Images embedded in the records are excluded; print everything else exactly as given.

───── PROVIDED MATERIAL ─────

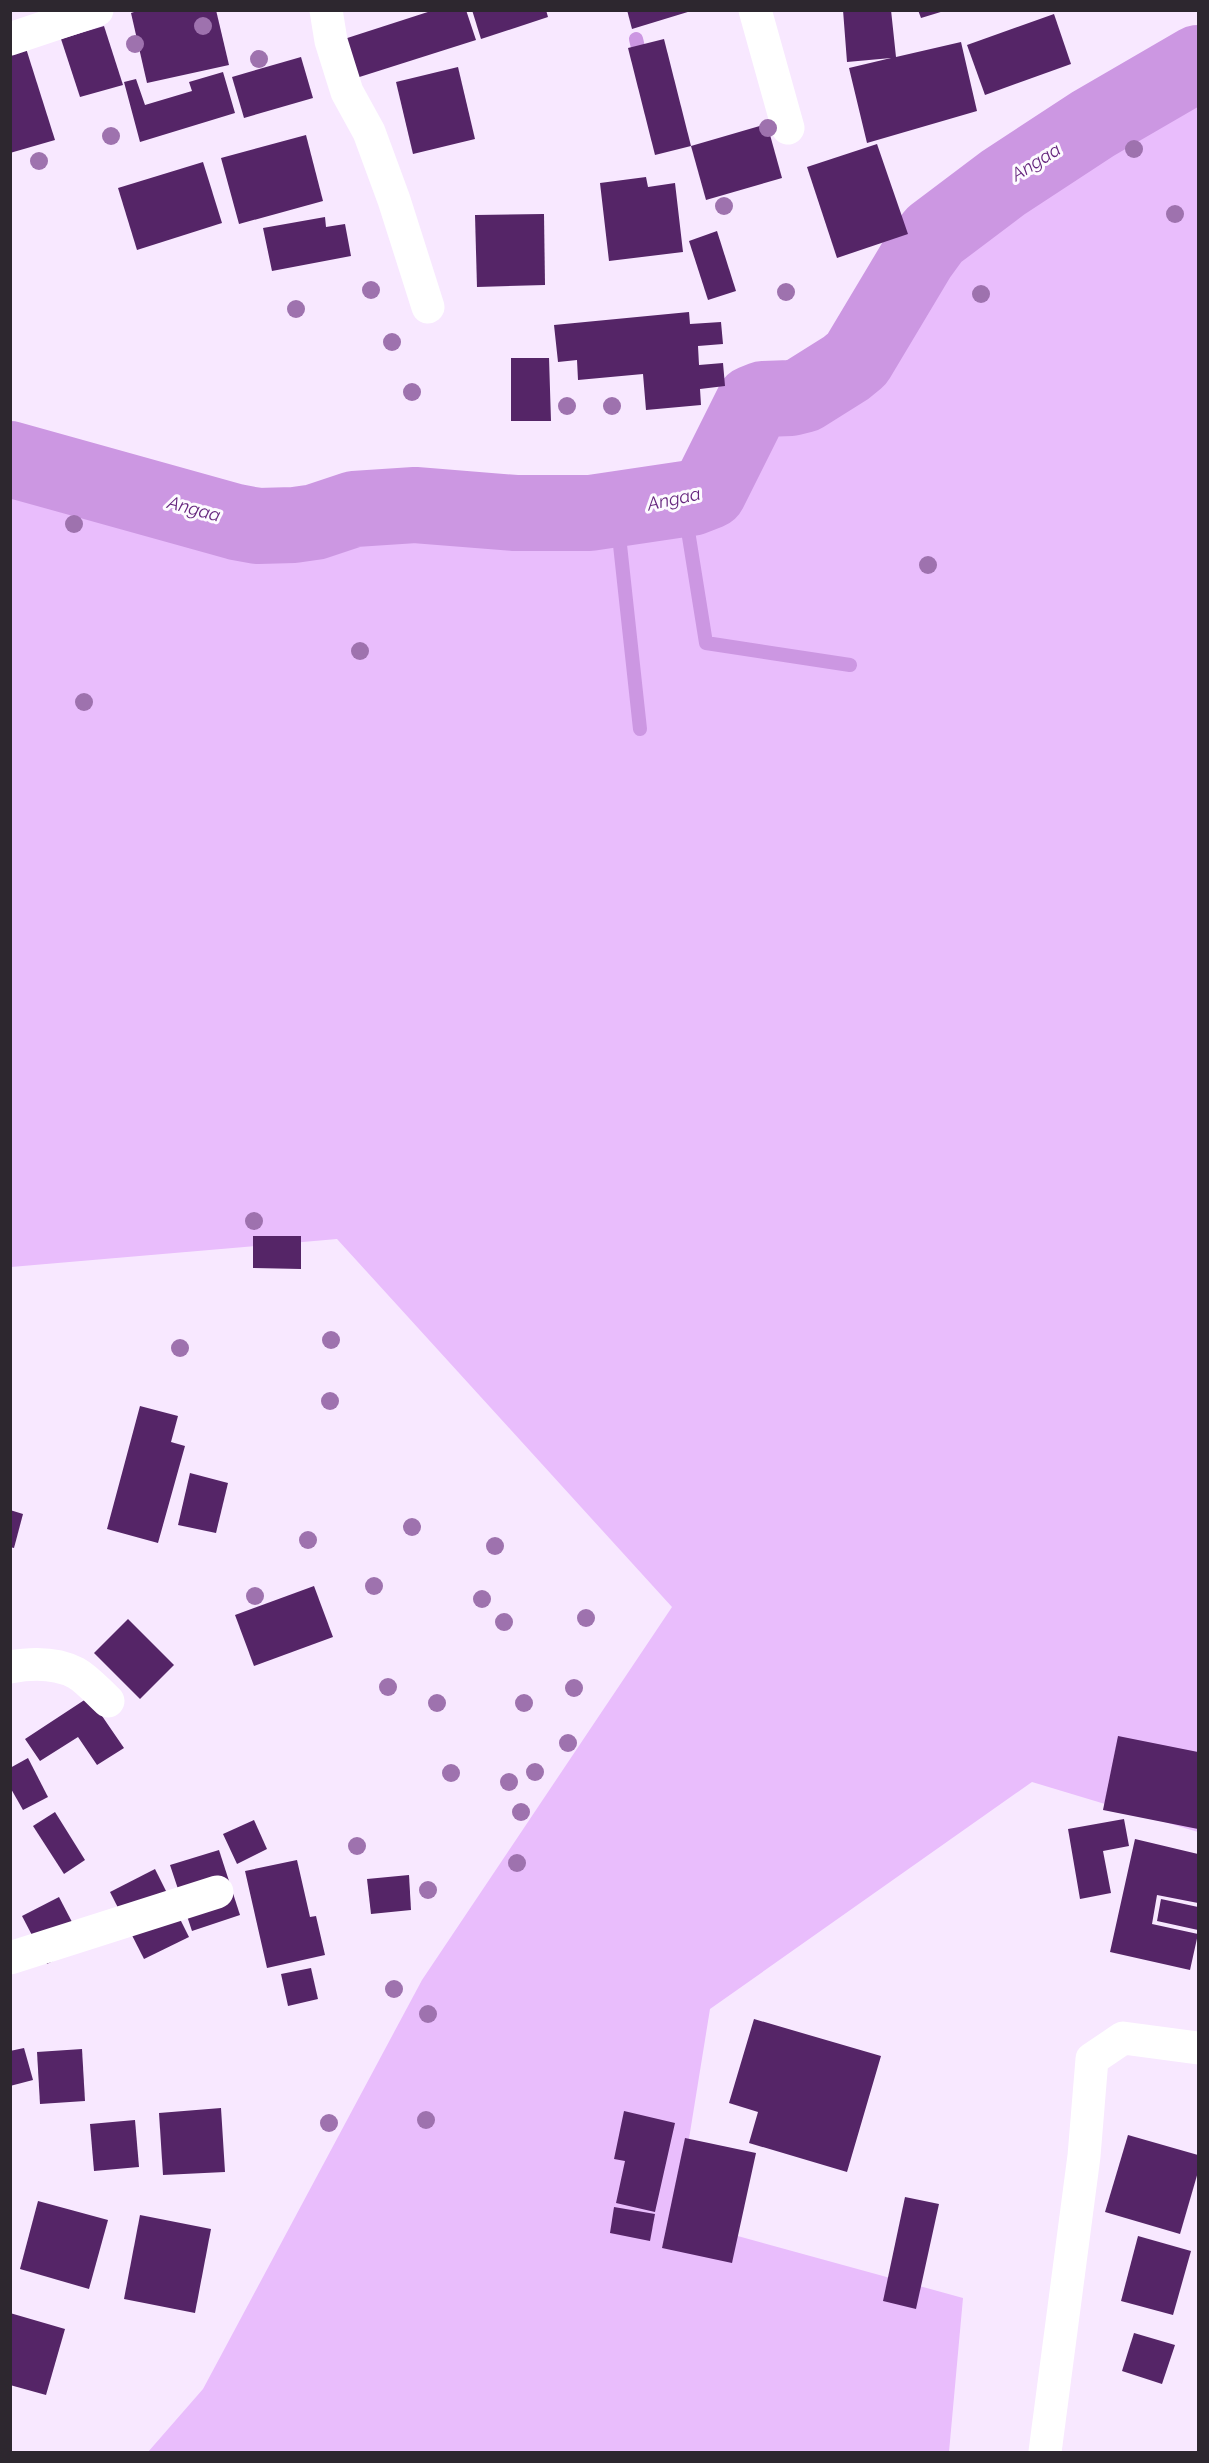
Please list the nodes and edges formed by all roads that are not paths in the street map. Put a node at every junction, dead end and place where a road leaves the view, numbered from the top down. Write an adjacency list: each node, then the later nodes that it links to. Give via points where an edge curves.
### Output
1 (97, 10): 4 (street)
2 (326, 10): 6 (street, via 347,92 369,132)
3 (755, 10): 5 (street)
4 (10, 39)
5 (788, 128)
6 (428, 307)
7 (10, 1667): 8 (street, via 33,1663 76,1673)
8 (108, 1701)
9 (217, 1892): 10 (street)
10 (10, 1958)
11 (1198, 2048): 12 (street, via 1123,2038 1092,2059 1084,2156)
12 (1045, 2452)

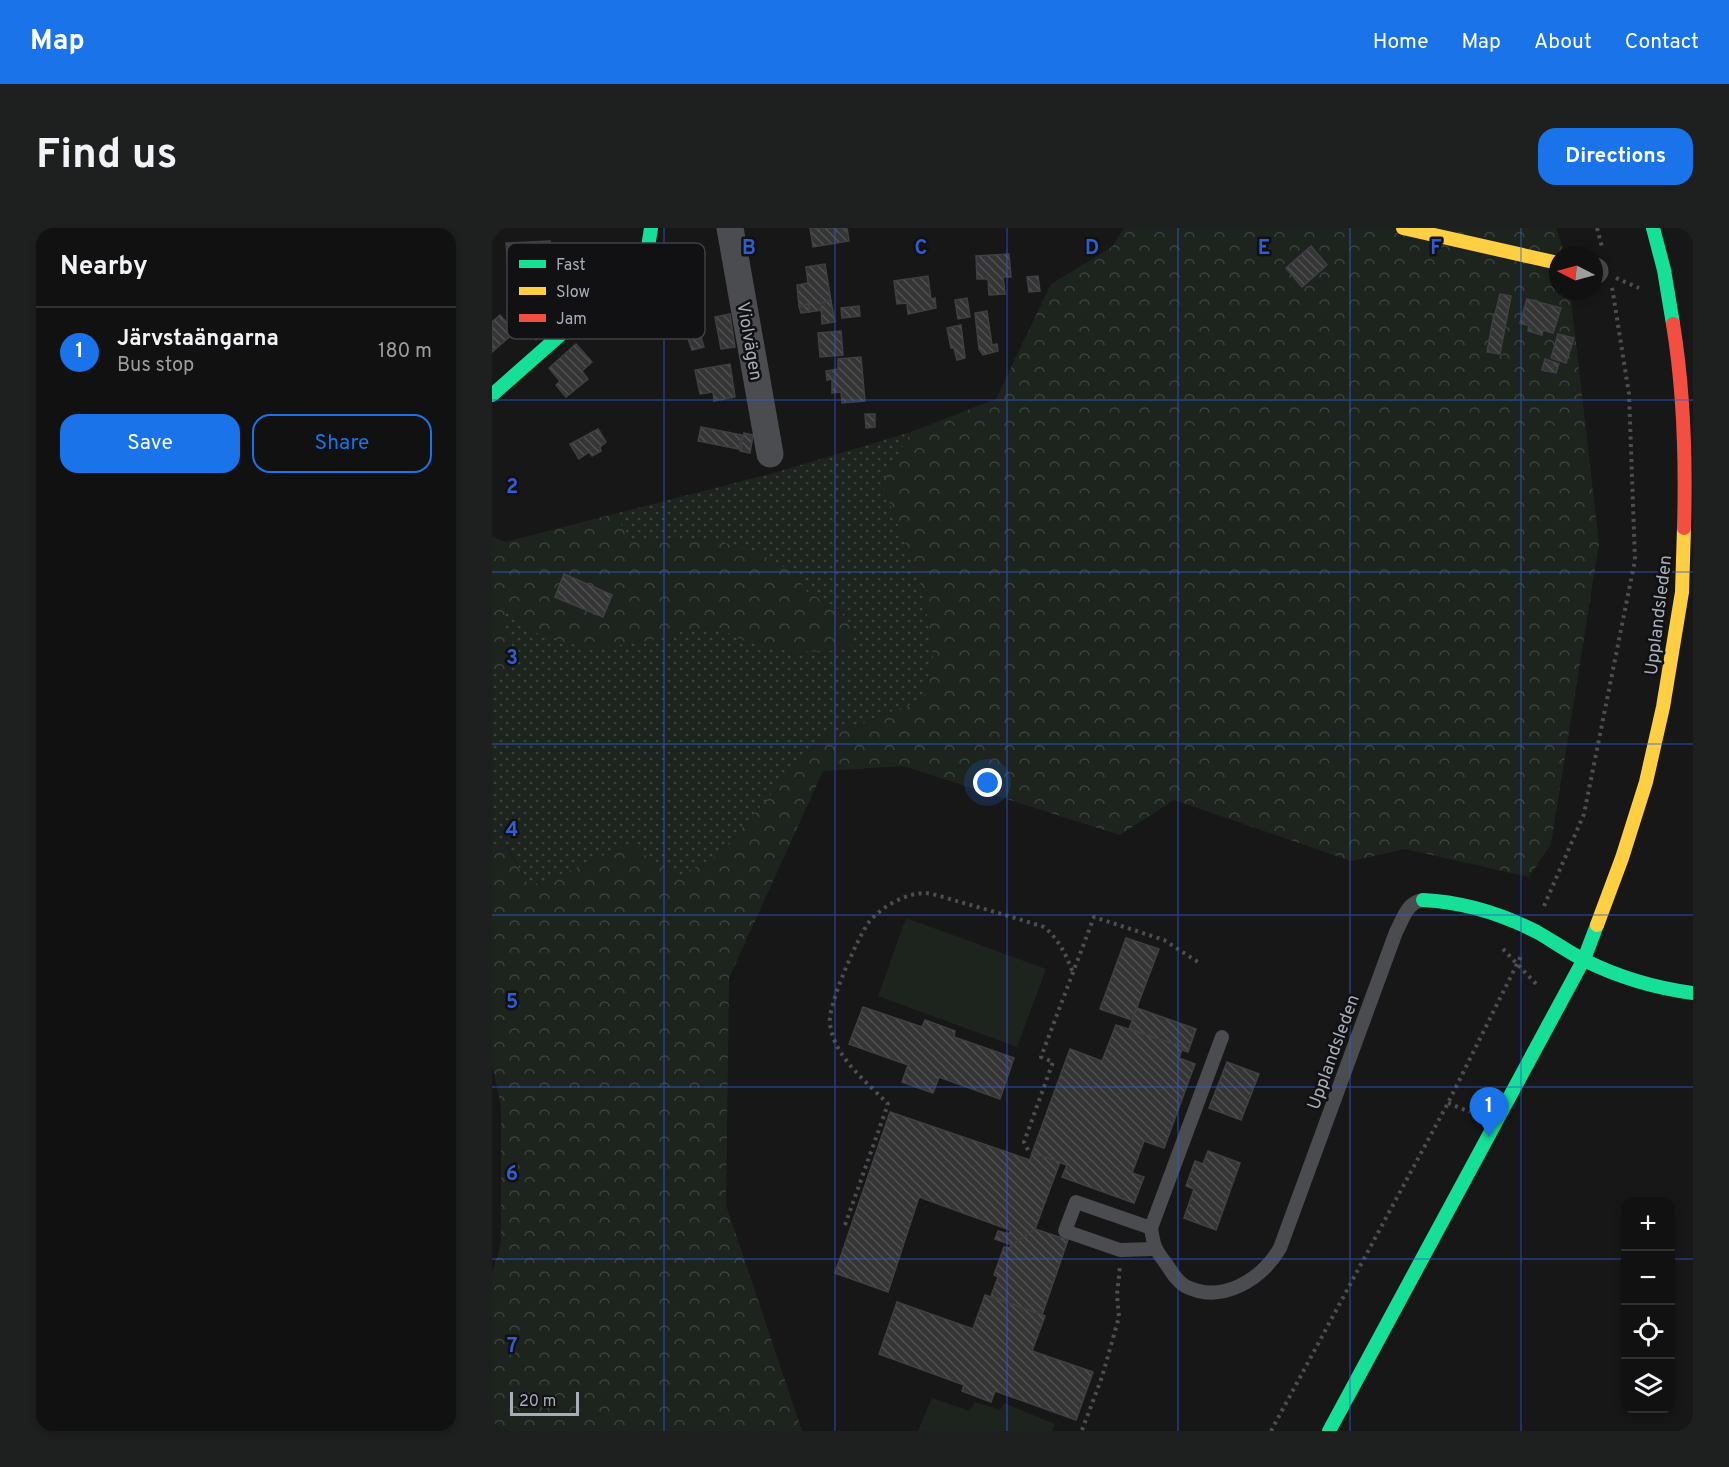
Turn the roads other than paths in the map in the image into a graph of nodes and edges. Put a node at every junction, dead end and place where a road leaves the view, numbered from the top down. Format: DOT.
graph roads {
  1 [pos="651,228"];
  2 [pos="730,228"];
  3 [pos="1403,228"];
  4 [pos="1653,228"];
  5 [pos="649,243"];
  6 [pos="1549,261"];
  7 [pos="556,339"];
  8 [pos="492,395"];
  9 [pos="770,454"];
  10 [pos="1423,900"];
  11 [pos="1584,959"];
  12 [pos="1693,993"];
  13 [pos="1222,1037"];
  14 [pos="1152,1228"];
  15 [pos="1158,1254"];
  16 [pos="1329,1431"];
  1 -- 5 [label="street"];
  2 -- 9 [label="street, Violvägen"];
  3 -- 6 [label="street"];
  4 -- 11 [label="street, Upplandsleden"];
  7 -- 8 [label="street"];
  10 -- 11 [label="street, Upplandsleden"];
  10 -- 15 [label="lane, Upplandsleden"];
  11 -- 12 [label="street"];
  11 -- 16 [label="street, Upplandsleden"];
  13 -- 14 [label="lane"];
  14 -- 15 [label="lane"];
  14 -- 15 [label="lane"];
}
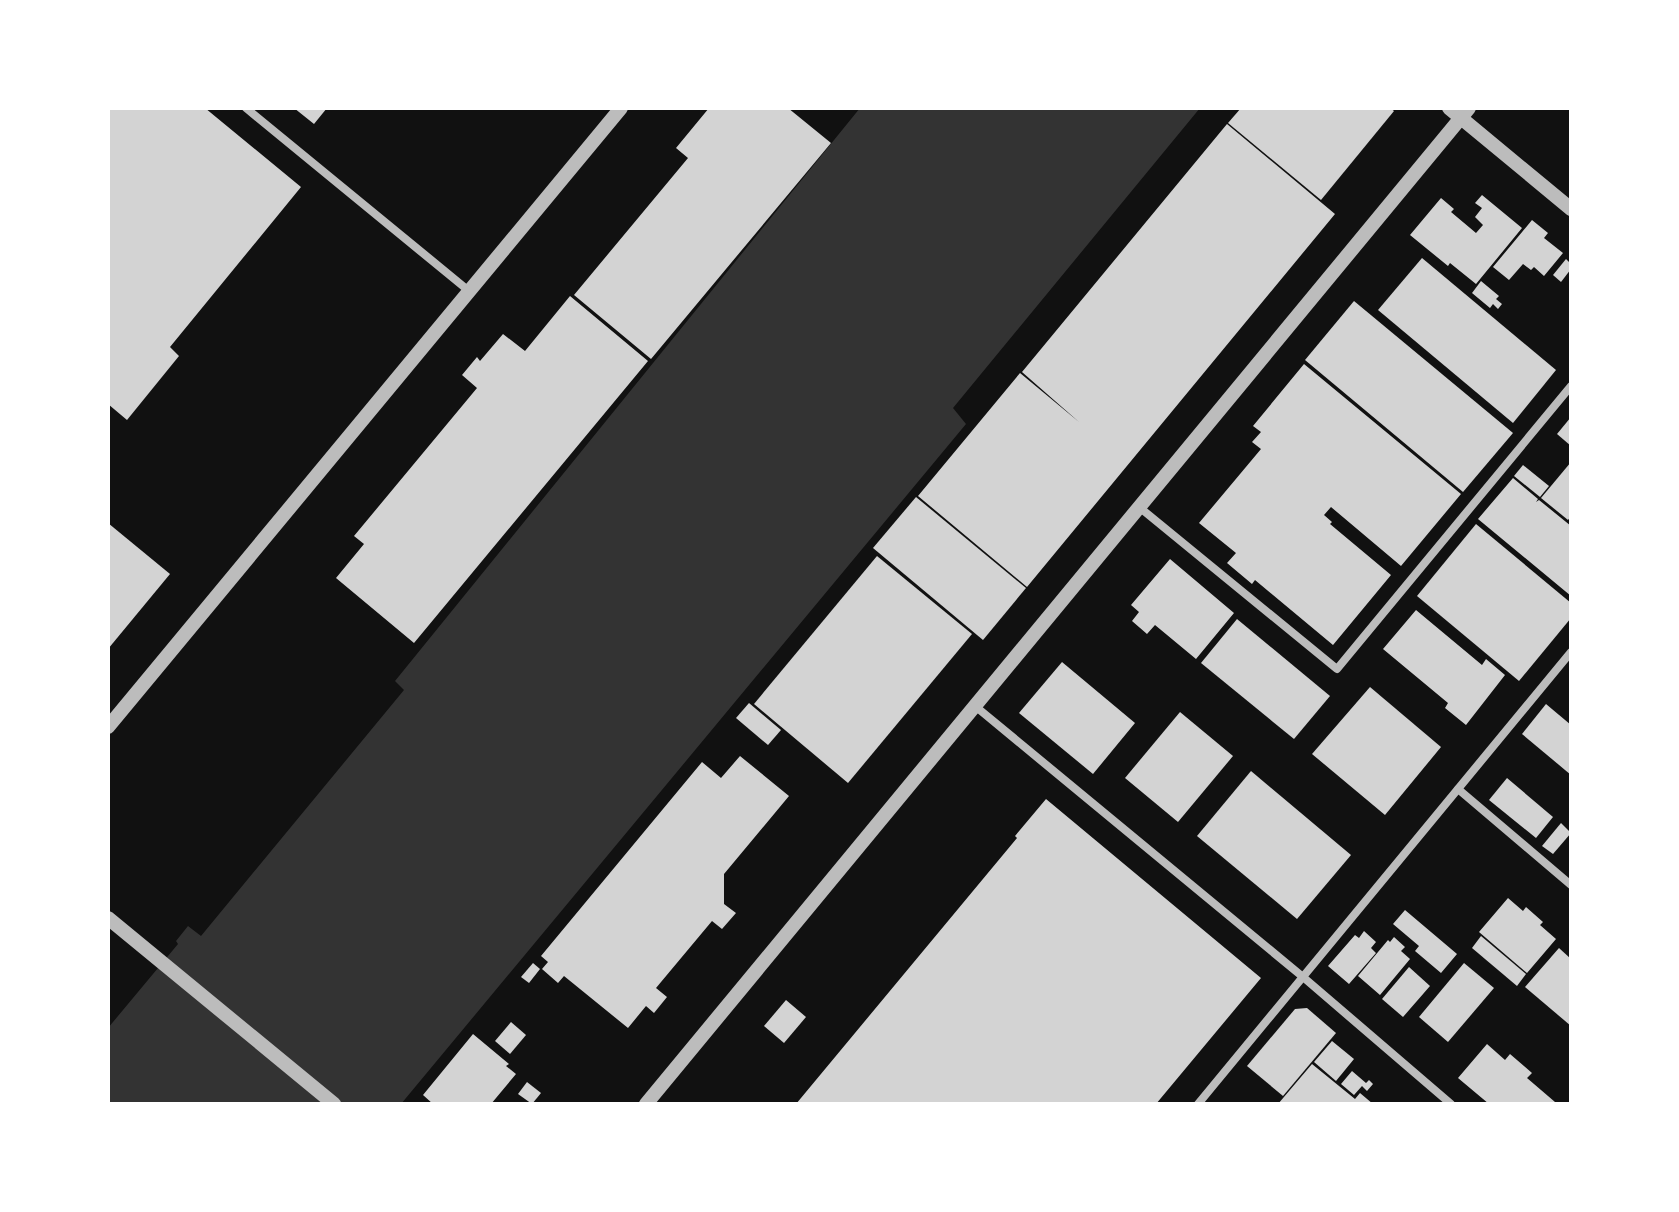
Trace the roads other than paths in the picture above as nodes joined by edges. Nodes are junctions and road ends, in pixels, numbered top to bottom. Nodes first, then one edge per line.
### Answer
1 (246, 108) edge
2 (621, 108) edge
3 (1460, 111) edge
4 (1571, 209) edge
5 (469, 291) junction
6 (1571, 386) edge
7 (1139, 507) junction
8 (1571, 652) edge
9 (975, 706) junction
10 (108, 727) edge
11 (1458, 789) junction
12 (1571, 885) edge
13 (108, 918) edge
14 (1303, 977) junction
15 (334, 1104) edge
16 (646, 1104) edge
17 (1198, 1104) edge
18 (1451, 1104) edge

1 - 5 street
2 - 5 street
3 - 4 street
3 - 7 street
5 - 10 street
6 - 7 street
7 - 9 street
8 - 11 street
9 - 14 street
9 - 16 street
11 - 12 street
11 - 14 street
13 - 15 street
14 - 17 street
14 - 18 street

─────

SOLUTION TO THE PROBLEM:
Please list the nodes and edges formed by all roads that are not paths in the street map. Put a node at every junction, dead end and place where a road leaves the view, numbered from the top down. Write an adjacency list: each node, then the later nodes that it links to. Give via points where an edge curves.
### Output
1 (97, 10): 4 (street)
2 (326, 10): 6 (street, via 347,92 369,132)
3 (755, 10): 5 (street)
4 (10, 39)
5 (788, 128)
6 (428, 307)
7 (10, 1667): 8 (street, via 33,1663 76,1673)
8 (108, 1701)
9 (217, 1892): 10 (street)
10 (10, 1958)
11 (1198, 2048): 12 (street, via 1123,2038 1092,2059 1084,2156)
12 (1045, 2452)

Turn the roads other than paths in the map in the image into a graph of nodes and edges. Put a node at every junction, dead end and place where a road leaves the view, numbered from the top down. Format: DOT.
graph roads {
  1 [pos="651,228"];
  2 [pos="730,228"];
  3 [pos="1403,228"];
  4 [pos="1653,228"];
  5 [pos="649,243"];
  6 [pos="1549,261"];
  7 [pos="556,339"];
  8 [pos="492,395"];
  9 [pos="770,454"];
  10 [pos="1423,900"];
  11 [pos="1584,959"];
  12 [pos="1693,993"];
  13 [pos="1222,1037"];
  14 [pos="1152,1228"];
  15 [pos="1158,1254"];
  16 [pos="1329,1431"];
  1 -- 5 [label="street"];
  2 -- 9 [label="street, Violvägen"];
  3 -- 6 [label="street"];
  4 -- 11 [label="street, Upplandsleden"];
  7 -- 8 [label="street"];
  10 -- 11 [label="street, Upplandsleden"];
  10 -- 15 [label="lane, Upplandsleden"];
  11 -- 12 [label="street"];
  11 -- 16 [label="street, Upplandsleden"];
  13 -- 14 [label="lane"];
  14 -- 15 [label="lane"];
  14 -- 15 [label="lane"];
}
Trace the roads other than paths in the picture above as nodes joined by edges. Nodes are junctions and road ends, in pixels, numbered top to bottom. Nodes first, then one edge per line.
### Answer
1 (246, 108) edge
2 (621, 108) edge
3 (1460, 111) edge
4 (1571, 209) edge
5 (469, 291) junction
6 (1571, 386) edge
7 (1139, 507) junction
8 (1571, 652) edge
9 (975, 706) junction
10 (108, 727) edge
11 (1458, 789) junction
12 (1571, 885) edge
13 (108, 918) edge
14 (1303, 977) junction
15 (334, 1104) edge
16 (646, 1104) edge
17 (1198, 1104) edge
18 (1451, 1104) edge

1 - 5 street
2 - 5 street
3 - 4 street
3 - 7 street
5 - 10 street
6 - 7 street
7 - 9 street
8 - 11 street
9 - 14 street
9 - 16 street
11 - 12 street
11 - 14 street
13 - 15 street
14 - 17 street
14 - 18 street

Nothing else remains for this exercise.